US soya prices reverse decline



By Joanna Newman


AFTER months of relentless decline that brought the market to its lowest level since the 1970s, soya bean prices have finally turned around in response to hot, dry weather conditions across the US corn belt.


Extremely high temperatures and unfavourable short-term weather conditions for bean farmers have caused an abrupt change of sentiment in the market.


The Chicago soya bean futures contract for the month of August has jumped to its highest level since mid-June in a typical weather-rally.


The contract closed on Friday, 23 July at 472.0¢/bushel, up 11% from 423.8¢ just under a week ago.


Traders have switched their attention from the record-high inventories of soya beans and are now focusing on the possibility of a reduction in US acreage yields this autumn.

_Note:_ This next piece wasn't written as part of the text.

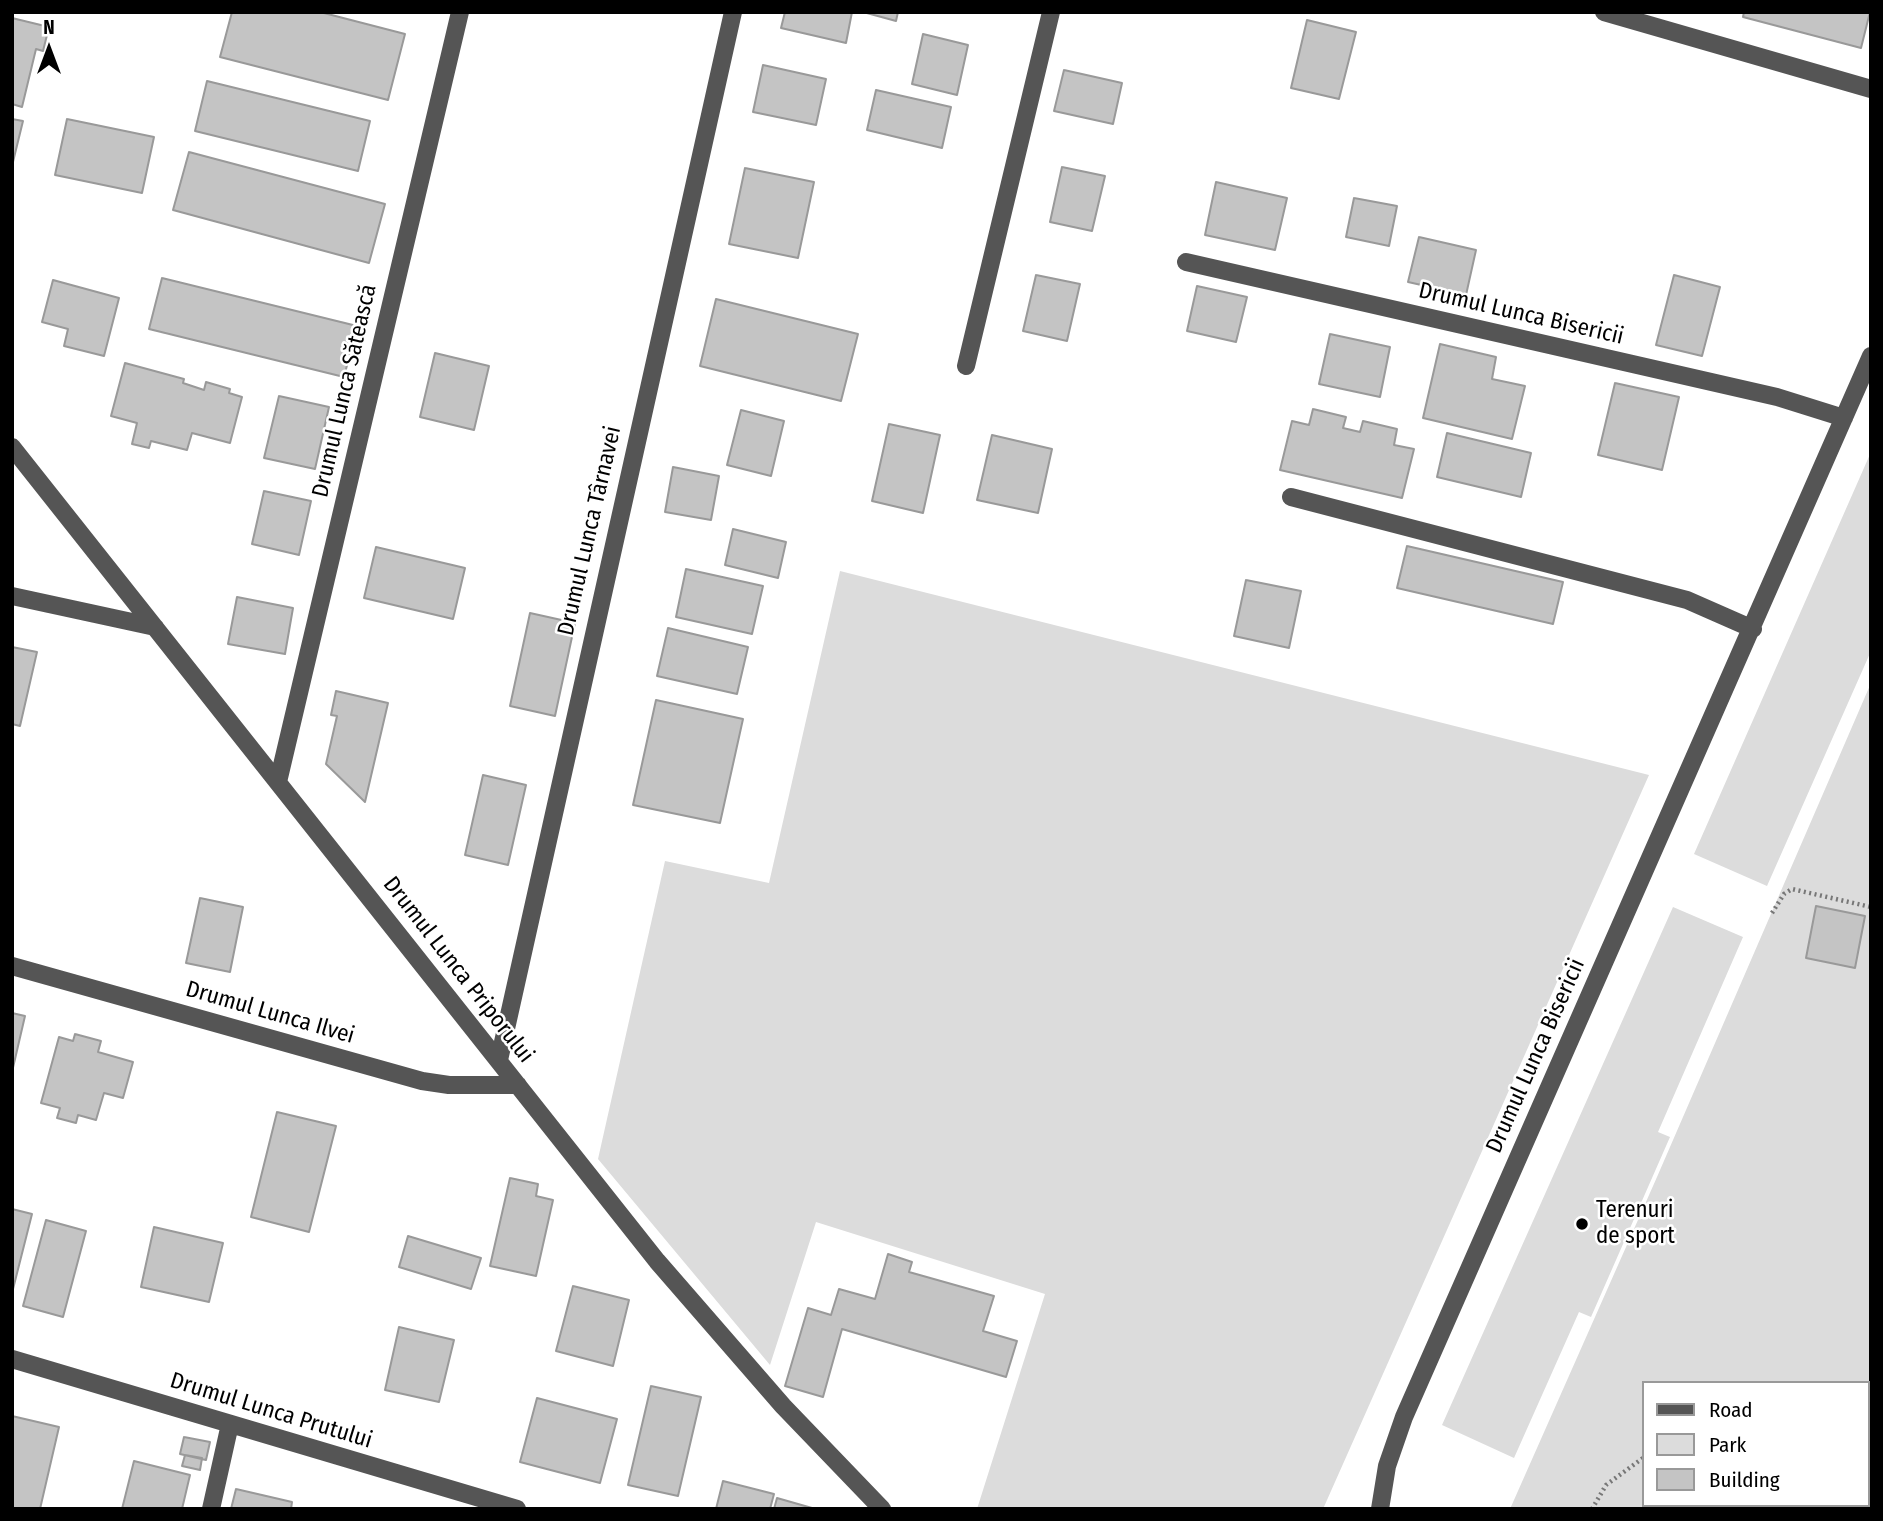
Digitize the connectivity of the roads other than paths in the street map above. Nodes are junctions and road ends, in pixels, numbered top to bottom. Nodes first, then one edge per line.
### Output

These concerns were fuelled by last weeks crop condition report from the US Department of Agriculture, which saw a reduction in the estimate of crop rated good to excellent from 71% to 67%.


However, even moderate crop damage will make little inroads into this years expected largest-ever harvest.


The severe glut of soya beans in the USA and worldwide may well discourage any attempts of a sustained price rally.


On a brighter note, cheap US beans are finally attracting foreign buyers away from the South American competition.


In the week to 15 July, the USA exported a healthy 11.6 million bushels of soya beans, all to Asian Pacific rim countries.